Collection entries

- - -

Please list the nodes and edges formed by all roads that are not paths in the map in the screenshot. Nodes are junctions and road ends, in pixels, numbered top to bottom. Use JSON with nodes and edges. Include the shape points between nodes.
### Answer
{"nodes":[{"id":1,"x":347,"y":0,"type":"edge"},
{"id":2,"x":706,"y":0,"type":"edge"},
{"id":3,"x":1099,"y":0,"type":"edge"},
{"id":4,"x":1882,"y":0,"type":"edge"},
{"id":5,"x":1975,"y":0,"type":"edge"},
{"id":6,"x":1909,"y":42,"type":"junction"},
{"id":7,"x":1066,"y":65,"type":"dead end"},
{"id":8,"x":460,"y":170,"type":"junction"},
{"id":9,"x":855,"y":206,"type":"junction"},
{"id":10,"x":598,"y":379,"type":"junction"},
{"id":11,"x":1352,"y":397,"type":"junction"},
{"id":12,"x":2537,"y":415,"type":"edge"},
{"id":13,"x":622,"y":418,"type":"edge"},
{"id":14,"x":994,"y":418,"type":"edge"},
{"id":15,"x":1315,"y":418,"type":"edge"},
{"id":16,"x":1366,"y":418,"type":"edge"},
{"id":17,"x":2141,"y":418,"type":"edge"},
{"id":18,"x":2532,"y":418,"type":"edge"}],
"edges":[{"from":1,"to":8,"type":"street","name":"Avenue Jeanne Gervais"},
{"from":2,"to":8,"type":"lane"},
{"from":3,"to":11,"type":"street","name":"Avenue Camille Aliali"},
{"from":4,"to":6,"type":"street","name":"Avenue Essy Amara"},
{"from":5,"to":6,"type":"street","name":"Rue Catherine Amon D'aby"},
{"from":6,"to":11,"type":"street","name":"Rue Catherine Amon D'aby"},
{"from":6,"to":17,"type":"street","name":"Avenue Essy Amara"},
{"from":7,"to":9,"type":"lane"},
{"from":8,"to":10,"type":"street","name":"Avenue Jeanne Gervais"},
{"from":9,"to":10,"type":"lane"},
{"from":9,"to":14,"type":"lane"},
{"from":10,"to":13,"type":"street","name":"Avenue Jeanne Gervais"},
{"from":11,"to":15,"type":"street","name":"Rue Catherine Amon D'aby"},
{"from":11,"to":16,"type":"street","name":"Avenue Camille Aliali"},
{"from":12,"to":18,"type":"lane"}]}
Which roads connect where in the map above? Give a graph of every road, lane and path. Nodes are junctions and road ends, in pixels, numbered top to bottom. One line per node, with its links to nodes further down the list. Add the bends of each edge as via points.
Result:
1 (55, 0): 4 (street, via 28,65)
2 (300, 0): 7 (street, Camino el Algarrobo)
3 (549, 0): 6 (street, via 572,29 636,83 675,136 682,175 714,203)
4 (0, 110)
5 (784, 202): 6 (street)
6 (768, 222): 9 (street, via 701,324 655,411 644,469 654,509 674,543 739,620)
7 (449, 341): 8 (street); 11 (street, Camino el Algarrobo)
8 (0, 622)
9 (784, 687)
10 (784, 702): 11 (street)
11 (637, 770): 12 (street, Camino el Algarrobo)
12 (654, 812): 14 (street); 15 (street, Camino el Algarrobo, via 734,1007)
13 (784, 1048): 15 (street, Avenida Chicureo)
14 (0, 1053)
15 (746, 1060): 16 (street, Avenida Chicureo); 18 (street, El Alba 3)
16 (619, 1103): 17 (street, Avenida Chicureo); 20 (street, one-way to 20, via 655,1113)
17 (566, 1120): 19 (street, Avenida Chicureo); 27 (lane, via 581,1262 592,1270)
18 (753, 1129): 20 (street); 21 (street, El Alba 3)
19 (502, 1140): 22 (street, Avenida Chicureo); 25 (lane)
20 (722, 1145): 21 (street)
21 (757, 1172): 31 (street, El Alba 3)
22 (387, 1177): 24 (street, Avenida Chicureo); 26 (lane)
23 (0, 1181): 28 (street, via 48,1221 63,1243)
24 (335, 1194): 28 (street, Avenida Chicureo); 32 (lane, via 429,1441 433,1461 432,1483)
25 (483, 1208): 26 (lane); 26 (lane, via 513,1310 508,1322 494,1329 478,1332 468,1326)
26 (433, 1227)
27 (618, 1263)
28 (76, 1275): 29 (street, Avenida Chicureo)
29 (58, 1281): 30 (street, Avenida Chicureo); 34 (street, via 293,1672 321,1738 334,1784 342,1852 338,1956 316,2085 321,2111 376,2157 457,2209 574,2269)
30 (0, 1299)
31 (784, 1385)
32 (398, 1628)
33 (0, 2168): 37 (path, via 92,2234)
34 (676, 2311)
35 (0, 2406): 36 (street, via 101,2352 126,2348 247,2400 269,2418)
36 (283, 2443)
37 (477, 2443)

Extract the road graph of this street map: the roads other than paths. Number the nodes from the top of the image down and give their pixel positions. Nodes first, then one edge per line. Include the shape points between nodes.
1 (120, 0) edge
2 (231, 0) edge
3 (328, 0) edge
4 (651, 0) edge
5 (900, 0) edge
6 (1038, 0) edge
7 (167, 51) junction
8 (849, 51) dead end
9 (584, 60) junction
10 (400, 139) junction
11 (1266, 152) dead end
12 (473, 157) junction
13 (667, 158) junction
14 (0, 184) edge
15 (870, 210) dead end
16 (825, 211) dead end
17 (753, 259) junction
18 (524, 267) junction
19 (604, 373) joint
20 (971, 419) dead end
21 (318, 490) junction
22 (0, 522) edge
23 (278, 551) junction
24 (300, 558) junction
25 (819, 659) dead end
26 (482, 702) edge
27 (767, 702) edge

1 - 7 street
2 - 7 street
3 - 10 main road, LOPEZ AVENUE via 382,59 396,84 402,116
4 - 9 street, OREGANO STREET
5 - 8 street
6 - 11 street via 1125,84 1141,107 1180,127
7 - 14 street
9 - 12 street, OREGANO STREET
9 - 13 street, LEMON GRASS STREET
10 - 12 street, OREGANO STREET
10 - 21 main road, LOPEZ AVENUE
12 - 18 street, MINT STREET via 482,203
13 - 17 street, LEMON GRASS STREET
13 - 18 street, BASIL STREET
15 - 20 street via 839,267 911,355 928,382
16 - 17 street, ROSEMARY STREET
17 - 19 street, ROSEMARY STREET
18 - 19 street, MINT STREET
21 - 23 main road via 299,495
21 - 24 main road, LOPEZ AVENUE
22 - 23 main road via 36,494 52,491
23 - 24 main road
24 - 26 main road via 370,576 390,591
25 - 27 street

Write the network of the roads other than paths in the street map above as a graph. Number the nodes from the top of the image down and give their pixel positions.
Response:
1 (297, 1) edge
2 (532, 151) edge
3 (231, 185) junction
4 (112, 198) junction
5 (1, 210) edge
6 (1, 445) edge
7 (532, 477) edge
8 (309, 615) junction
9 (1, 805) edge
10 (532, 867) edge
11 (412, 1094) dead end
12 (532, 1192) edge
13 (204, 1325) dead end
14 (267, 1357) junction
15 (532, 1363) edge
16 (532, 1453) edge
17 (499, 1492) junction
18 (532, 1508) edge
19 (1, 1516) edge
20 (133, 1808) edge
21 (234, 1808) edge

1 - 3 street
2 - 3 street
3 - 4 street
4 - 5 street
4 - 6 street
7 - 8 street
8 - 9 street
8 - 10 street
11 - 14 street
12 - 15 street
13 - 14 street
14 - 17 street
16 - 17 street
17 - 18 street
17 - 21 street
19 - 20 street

- - -

> [WHAT TO DO] Make an exact copy of every entry.

> [RESPONSE BOX]
Please list the nodes and edges formed by all roads that are not paths in the map in the screenshot. Nodes are junctions and road ends, in pixels, numbered top to bottom. Use JSON with nodes and edges. Include the shape points between nodes.
### Answer
{"nodes":[{"id":1,"x":347,"y":0,"type":"edge"},
{"id":2,"x":706,"y":0,"type":"edge"},
{"id":3,"x":1099,"y":0,"type":"edge"},
{"id":4,"x":1882,"y":0,"type":"edge"},
{"id":5,"x":1975,"y":0,"type":"edge"},
{"id":6,"x":1909,"y":42,"type":"junction"},
{"id":7,"x":1066,"y":65,"type":"dead end"},
{"id":8,"x":460,"y":170,"type":"junction"},
{"id":9,"x":855,"y":206,"type":"junction"},
{"id":10,"x":598,"y":379,"type":"junction"},
{"id":11,"x":1352,"y":397,"type":"junction"},
{"id":12,"x":2537,"y":415,"type":"edge"},
{"id":13,"x":622,"y":418,"type":"edge"},
{"id":14,"x":994,"y":418,"type":"edge"},
{"id":15,"x":1315,"y":418,"type":"edge"},
{"id":16,"x":1366,"y":418,"type":"edge"},
{"id":17,"x":2141,"y":418,"type":"edge"},
{"id":18,"x":2532,"y":418,"type":"edge"}],
"edges":[{"from":1,"to":8,"type":"street","name":"Avenue Jeanne Gervais"},
{"from":2,"to":8,"type":"lane"},
{"from":3,"to":11,"type":"street","name":"Avenue Camille Aliali"},
{"from":4,"to":6,"type":"street","name":"Avenue Essy Amara"},
{"from":5,"to":6,"type":"street","name":"Rue Catherine Amon D'aby"},
{"from":6,"to":11,"type":"street","name":"Rue Catherine Amon D'aby"},
{"from":6,"to":17,"type":"street","name":"Avenue Essy Amara"},
{"from":7,"to":9,"type":"lane"},
{"from":8,"to":10,"type":"street","name":"Avenue Jeanne Gervais"},
{"from":9,"to":10,"type":"lane"},
{"from":9,"to":14,"type":"lane"},
{"from":10,"to":13,"type":"street","name":"Avenue Jeanne Gervais"},
{"from":11,"to":15,"type":"street","name":"Rue Catherine Amon D'aby"},
{"from":11,"to":16,"type":"street","name":"Avenue Camille Aliali"},
{"from":12,"to":18,"type":"lane"}]}
Which roads connect where in the map above? Give a graph of every road, lane and path. Nodes are junctions and road ends, in pixels, numbered top to bottom. One line per node, with its links to nodes further down the list. Add the bends of each edge as via points.
Result:
1 (55, 0): 4 (street, via 28,65)
2 (300, 0): 7 (street, Camino el Algarrobo)
3 (549, 0): 6 (street, via 572,29 636,83 675,136 682,175 714,203)
4 (0, 110)
5 (784, 202): 6 (street)
6 (768, 222): 9 (street, via 701,324 655,411 644,469 654,509 674,543 739,620)
7 (449, 341): 8 (street); 11 (street, Camino el Algarrobo)
8 (0, 622)
9 (784, 687)
10 (784, 702): 11 (street)
11 (637, 770): 12 (street, Camino el Algarrobo)
12 (654, 812): 14 (street); 15 (street, Camino el Algarrobo, via 734,1007)
13 (784, 1048): 15 (street, Avenida Chicureo)
14 (0, 1053)
15 (746, 1060): 16 (street, Avenida Chicureo); 18 (street, El Alba 3)
16 (619, 1103): 17 (street, Avenida Chicureo); 20 (street, one-way to 20, via 655,1113)
17 (566, 1120): 19 (street, Avenida Chicureo); 27 (lane, via 581,1262 592,1270)
18 (753, 1129): 20 (street); 21 (street, El Alba 3)
19 (502, 1140): 22 (street, Avenida Chicureo); 25 (lane)
20 (722, 1145): 21 (street)
21 (757, 1172): 31 (street, El Alba 3)
22 (387, 1177): 24 (street, Avenida Chicureo); 26 (lane)
23 (0, 1181): 28 (street, via 48,1221 63,1243)
24 (335, 1194): 28 (street, Avenida Chicureo); 32 (lane, via 429,1441 433,1461 432,1483)
25 (483, 1208): 26 (lane); 26 (lane, via 513,1310 508,1322 494,1329 478,1332 468,1326)
26 (433, 1227)
27 (618, 1263)
28 (76, 1275): 29 (street, Avenida Chicureo)
29 (58, 1281): 30 (street, Avenida Chicureo); 34 (street, via 293,1672 321,1738 334,1784 342,1852 338,1956 316,2085 321,2111 376,2157 457,2209 574,2269)
30 (0, 1299)
31 (784, 1385)
32 (398, 1628)
33 (0, 2168): 37 (path, via 92,2234)
34 (676, 2311)
35 (0, 2406): 36 (street, via 101,2352 126,2348 247,2400 269,2418)
36 (283, 2443)
37 (477, 2443)

Extract the road graph of this street map: the roads other than paths. Number the nodes from the top of the image down and give their pixel positions. Nodes first, then one edge per line. Include the shape points between nodes.
1 (120, 0) edge
2 (231, 0) edge
3 (328, 0) edge
4 (651, 0) edge
5 (900, 0) edge
6 (1038, 0) edge
7 (167, 51) junction
8 (849, 51) dead end
9 (584, 60) junction
10 (400, 139) junction
11 (1266, 152) dead end
12 (473, 157) junction
13 (667, 158) junction
14 (0, 184) edge
15 (870, 210) dead end
16 (825, 211) dead end
17 (753, 259) junction
18 (524, 267) junction
19 (604, 373) joint
20 (971, 419) dead end
21 (318, 490) junction
22 (0, 522) edge
23 (278, 551) junction
24 (300, 558) junction
25 (819, 659) dead end
26 (482, 702) edge
27 (767, 702) edge

1 - 7 street
2 - 7 street
3 - 10 main road, LOPEZ AVENUE via 382,59 396,84 402,116
4 - 9 street, OREGANO STREET
5 - 8 street
6 - 11 street via 1125,84 1141,107 1180,127
7 - 14 street
9 - 12 street, OREGANO STREET
9 - 13 street, LEMON GRASS STREET
10 - 12 street, OREGANO STREET
10 - 21 main road, LOPEZ AVENUE
12 - 18 street, MINT STREET via 482,203
13 - 17 street, LEMON GRASS STREET
13 - 18 street, BASIL STREET
15 - 20 street via 839,267 911,355 928,382
16 - 17 street, ROSEMARY STREET
17 - 19 street, ROSEMARY STREET
18 - 19 street, MINT STREET
21 - 23 main road via 299,495
21 - 24 main road, LOPEZ AVENUE
22 - 23 main road via 36,494 52,491
23 - 24 main road
24 - 26 main road via 370,576 390,591
25 - 27 street

Write the network of the roads other than paths in the street map above as a graph. Number the nodes from the top of the image down and give their pixel positions.
Response:
1 (297, 1) edge
2 (532, 151) edge
3 (231, 185) junction
4 (112, 198) junction
5 (1, 210) edge
6 (1, 445) edge
7 (532, 477) edge
8 (309, 615) junction
9 (1, 805) edge
10 (532, 867) edge
11 (412, 1094) dead end
12 (532, 1192) edge
13 (204, 1325) dead end
14 (267, 1357) junction
15 (532, 1363) edge
16 (532, 1453) edge
17 (499, 1492) junction
18 (532, 1508) edge
19 (1, 1516) edge
20 (133, 1808) edge
21 (234, 1808) edge

1 - 3 street
2 - 3 street
3 - 4 street
4 - 5 street
4 - 6 street
7 - 8 street
8 - 9 street
8 - 10 street
11 - 14 street
12 - 15 street
13 - 14 street
14 - 17 street
16 - 17 street
17 - 18 street
17 - 21 street
19 - 20 street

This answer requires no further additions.